Artikel 5:25 Awb biedt de mogelijkheid om de kosten die gepaard gaan met de sluiting te verhalen op de overtreder. De burgemeester kan deze kosten invorderen middels een dwangbevel. Bij de toepassing van dit kostenverhaal dient de burgemeester zorgvuldig af te wegen of dit in de specifieke situatie redelijk is, zeker in het geval de betrokkene geen verwijt te maken valt. Deze afweging maakt deel uit van de bredere evenredigheidstoets die bij de toepassing van artikel 174a Gemeentewet een belangrijke rol speelt

Artikel 5:28 Awb stelt dat het bestuursorgaan dat bestuursdwang toepast, bevoegd is tot het verzegelen van gebouwen, terreinen en hetgeen zich daarin of daarop bevindt. Het verbreken van deze zegels is strafbaar op grond van artikel 199 van het Wetboek van Strafrecht.

Actuele jurisprudentie: Toepassing van het Evenredigheidsbeginsel bij Woningsluitingen

De meest recente uitspraken over woningsluitingen op grond van de nieuwe bevoegdheden van artikel 174a Gemeentewet bieden meer inzicht in hoe rechters het evenredigheidsbeginsel in de praktijk toepassen. In de afgelopen twee weken (september-oktober 2024) zijn vijf uitspraken gepubliceerd, waarin de rechtbanken Gelderland en Midden-Nederland beoordeelden of de sluiting van een woning noodzakelijk en proportioneel was bij incidenten met explosieven of ernstige dreiging daarvan.

Het gaat om: ECLI:NL:RBGEL:2024:6792, ECLI:NL:RBGEL:2024:6854, ECLI:NL:RBMNE:2024:5670, ECLI:NL:RBMNE:2024:5668, ECLI:NL:RBMNE:2024:5667

 

Noodzaak van de maatregel

In alle vijf zaken werd door de voorzieningenrechter geoordeeld dat de sluiting van de woning noodzakelijk was om de openbare orde te herstellen:

  • Culemborg: Een explosief had de voordeur van een woning weggeblazen, wat aanzienlijke schade veroorzaakte en een ernstige verstoring van de openbare orde betekende.
  • Vianen: De ernstige vrees voor een verstoring van de openbare orde werd bevestigd door informatie van het Team Criminele Inlichtingen (TCI), wat leidde tot sluiting. De adressen waren gelinkt aan een eerder incident in Vianen waarbij een explosie had plaatsgevonden.

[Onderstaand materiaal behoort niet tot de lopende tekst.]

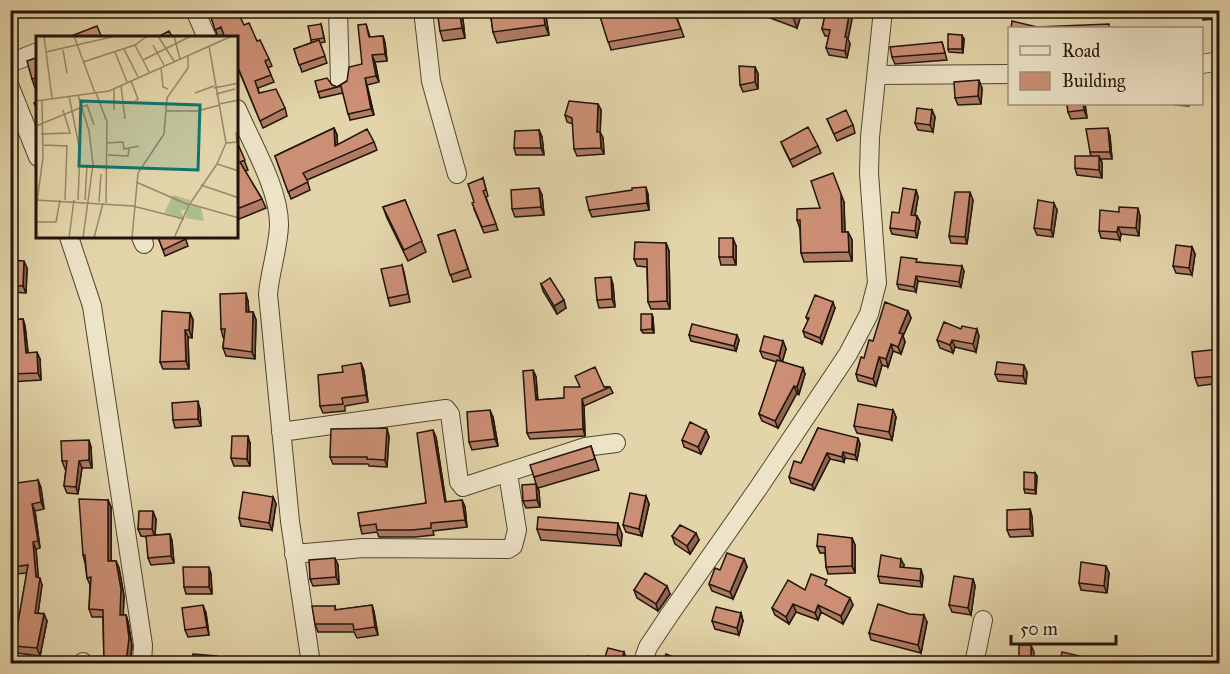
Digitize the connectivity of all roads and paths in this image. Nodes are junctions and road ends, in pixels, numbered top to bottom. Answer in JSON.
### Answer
{"nodes":[{"id":1,"x":195,"y":10,"type":"edge"},
{"id":2,"x":338,"y":10,"type":"edge"},
{"id":3,"x":423,"y":10,"type":"edge"},
{"id":4,"x":883,"y":10,"type":"edge"},
{"id":5,"x":206,"y":36,"type":"edge"},
{"id":6,"x":36,"y":53,"type":"edge"},
{"id":7,"x":1220,"y":61,"type":"edge"},
{"id":8,"x":10,"y":63,"type":"edge"},
{"id":9,"x":1203,"y":64,"type":"edge"},
{"id":10,"x":1008,"y":74,"type":"edge"},
{"id":11,"x":878,"y":75,"type":"junction"},
{"id":12,"x":340,"y":82,"type":"edge"},
{"id":13,"x":10,"y":87,"type":"edge"},
{"id":14,"x":238,"y":111,"type":"edge"},
{"id":15,"x":36,"y":151,"type":"edge"},
{"id":16,"x":457,"y":174,"type":"dead end"},
{"id":17,"x":69,"y":238,"type":"edge"},
{"id":18,"x":281,"y":432,"type":"junction"},
{"id":19,"x":616,"y":443,"type":"dead end"},
{"id":20,"x":507,"y":474,"type":"junction"},
{"id":21,"x":294,"y":554,"type":"junction"},
{"id":22,"x":983,"y":620,"type":"dead end"},
{"id":23,"x":142,"y":663,"type":"edge"},
{"id":24,"x":311,"y":663,"type":"edge"},
{"id":25,"x":642,"y":663,"type":"edge"},
{"id":26,"x":974,"y":663,"type":"edge"}],
"edges":[{"from":1,"to":5,"type":"street"},
{"from":2,"to":12,"type":"street"},
{"from":3,"to":16,"type":"street"},
{"from":4,"to":11,"type":"street"},
{"from":6,"to":8,"type":"street"},
{"from":7,"to":9,"type":"street"},
{"from":10,"to":11,"type":"street"},
{"from":11,"to":25,"type":"street"},
{"from":13,"to":15,"type":"street"},
{"from":14,"to":18,"type":"street"},
{"from":17,"to":23,"type":"street"},
{"from":18,"to":20,"type":"street"},
{"from":18,"to":21,"type":"street"},
{"from":19,"to":20,"type":"street"},
{"from":20,"to":21,"type":"street"},
{"from":21,"to":24,"type":"street"},
{"from":22,"to":26,"type":"street"}]}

Belangrijk hierbij is dat de rechter oordeelde dat minder ingrijpende maatregelen, zoals extra politie-inzet of cameratoezicht, niet voldoende waren om de dreiging weg te nemen. In Culemborg waren er bijvoorbeeld al camera’s opgehangen, maar dit weerhield de daders niet. Ook in Vianen was sprake van ernstig gevaar vanwege een conflict met een criminele organisatie.

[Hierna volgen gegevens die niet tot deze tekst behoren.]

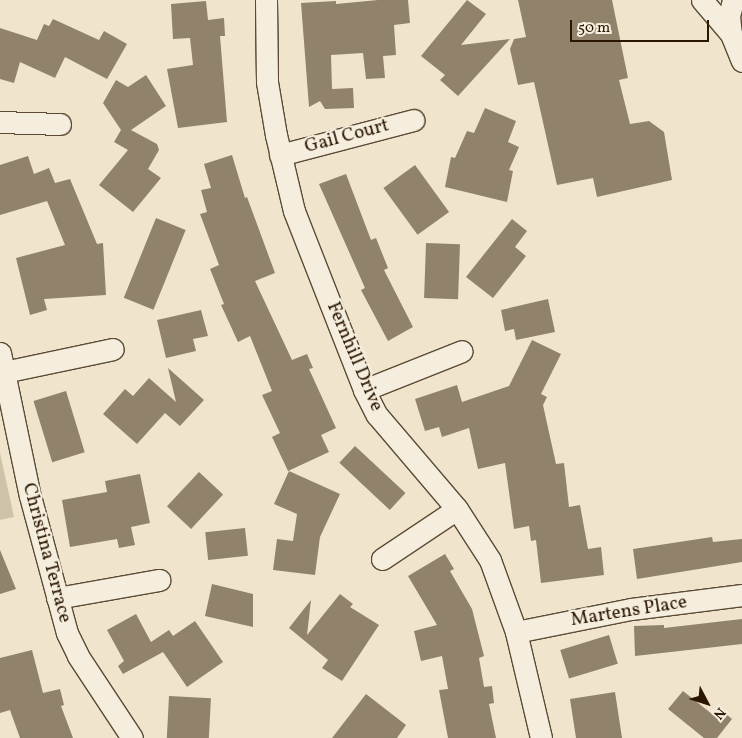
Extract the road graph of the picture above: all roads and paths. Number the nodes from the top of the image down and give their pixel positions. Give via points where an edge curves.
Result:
1 (266, 0) edge
2 (702, 0) edge
3 (733, 0) edge
4 (731, 34) junction
5 (742, 61) edge
6 (413, 120) dead end
7 (0, 122) edge
8 (60, 124) dead end
9 (280, 155) junction
10 (113, 349) dead end
11 (462, 351) dead end
12 (2, 362) edge
13 (364, 390) junction
14 (457, 509) junction
15 (382, 559) dead end
16 (159, 580) dead end
17 (742, 595) edge
18 (57, 598) junction
19 (516, 632) junction
20 (132, 738) edge
21 (541, 738) edge

1 - 9 street, Fernhill Drive via 267,82
2 - 4 street
3 - 4 street
4 - 5 street
6 - 9 street, Gail Court
7 - 8 street
9 - 13 street, Fernhill Drive via 294,211
10 - 12 street
11 - 13 street
12 - 18 street, Christina Terrace via 30,496
13 - 14 street, Fernhill Drive via 377,415 398,443
14 - 15 street
14 - 19 street, Fernhill Drive via 490,560
16 - 18 street
17 - 19 street, Martens Place via 630,609
18 - 20 street, Christina Terrace via 67,633 78,656
19 - 21 street, Fernhill Drive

Evenwichtigheid van de maatregel

De rechters benadrukten dat de sluiting van de woningen, ondanks het ingrijpende karakter, proportioneel was. Bij de beoordeling van de evenwichtigheid speelden de volgende factoren een rol:

  • Tijdelijke aard: De sluitingen waren relatief kort, namelijk 30 dagen in Vianen en in Culemborg aanvankelijk 1 week, gevolgd door een verlenging van nog eens 2 weken.
  • Alternatieve huisvesting: In alle gevallen was alternatieve huisvesting beschikbaar voor de betrokken bewoners, waardoor de impact van de sluiting werd verzacht.
  • Kwetsbare personen: Er werd rekening gehouden met kwetsbare personen, zoals kinderen, die tijdens de sluiting naar dezelfde school konden blijven gaan, waardoor de impact op hun dagelijks leven beperkt bleef.
  • Verwijtbaarheid: Het feit dat de bewoners geen directe schuld hadden aan de ordeverstoring was geen doorslaggevende factor. Het belang van de veiligheid van de bewoners zelf en van omwonenden woog zwaarder.

Het is belangrijk op te merken dat de verwijtbaarheid van bewoners mogelijk wel van belang kan zijn bij de ontbinding van huurovereenkomsten door verhuurders, zoals blijkt uit recente jurisprudentie (ECLI:NL:RBMNE:2024:5127).